#### RECORD EXTRACTS:
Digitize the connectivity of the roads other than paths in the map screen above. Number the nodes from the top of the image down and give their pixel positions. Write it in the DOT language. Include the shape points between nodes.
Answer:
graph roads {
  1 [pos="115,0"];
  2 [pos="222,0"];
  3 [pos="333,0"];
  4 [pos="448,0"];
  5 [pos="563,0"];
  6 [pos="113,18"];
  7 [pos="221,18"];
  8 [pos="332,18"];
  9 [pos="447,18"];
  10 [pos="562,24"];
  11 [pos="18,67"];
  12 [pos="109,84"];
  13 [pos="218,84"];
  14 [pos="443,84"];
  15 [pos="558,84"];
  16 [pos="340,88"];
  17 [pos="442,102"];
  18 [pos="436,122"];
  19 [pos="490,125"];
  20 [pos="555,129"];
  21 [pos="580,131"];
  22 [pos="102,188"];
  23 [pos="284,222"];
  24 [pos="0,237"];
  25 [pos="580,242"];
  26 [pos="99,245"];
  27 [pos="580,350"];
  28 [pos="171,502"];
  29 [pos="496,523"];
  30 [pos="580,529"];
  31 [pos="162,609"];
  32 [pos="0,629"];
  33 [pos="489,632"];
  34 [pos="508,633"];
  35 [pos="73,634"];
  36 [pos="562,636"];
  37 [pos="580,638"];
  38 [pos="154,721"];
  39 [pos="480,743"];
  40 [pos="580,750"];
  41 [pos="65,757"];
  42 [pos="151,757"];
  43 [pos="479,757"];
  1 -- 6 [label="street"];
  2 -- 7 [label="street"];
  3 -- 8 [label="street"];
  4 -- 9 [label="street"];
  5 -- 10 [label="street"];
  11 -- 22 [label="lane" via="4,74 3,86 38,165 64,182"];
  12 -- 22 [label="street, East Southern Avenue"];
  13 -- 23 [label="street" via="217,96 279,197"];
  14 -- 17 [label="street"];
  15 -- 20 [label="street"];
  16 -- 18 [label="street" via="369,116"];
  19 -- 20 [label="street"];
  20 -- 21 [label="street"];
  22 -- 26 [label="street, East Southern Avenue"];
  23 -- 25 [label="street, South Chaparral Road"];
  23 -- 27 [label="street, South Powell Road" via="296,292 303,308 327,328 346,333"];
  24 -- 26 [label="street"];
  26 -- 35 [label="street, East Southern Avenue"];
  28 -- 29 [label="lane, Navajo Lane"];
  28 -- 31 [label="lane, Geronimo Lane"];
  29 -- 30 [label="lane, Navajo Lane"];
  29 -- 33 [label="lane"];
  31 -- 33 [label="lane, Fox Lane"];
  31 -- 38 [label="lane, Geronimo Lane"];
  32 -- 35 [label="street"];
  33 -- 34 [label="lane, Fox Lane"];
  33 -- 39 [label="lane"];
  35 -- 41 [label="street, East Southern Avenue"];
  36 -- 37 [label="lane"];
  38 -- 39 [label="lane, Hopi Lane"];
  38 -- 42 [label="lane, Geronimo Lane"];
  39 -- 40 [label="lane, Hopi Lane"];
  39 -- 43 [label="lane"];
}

#### TASK STATEMENT:
Would you give the number of lines in this listing that include "Geronimo"? Only the number, please.

#### SOLUTION TO THIS TASK:
3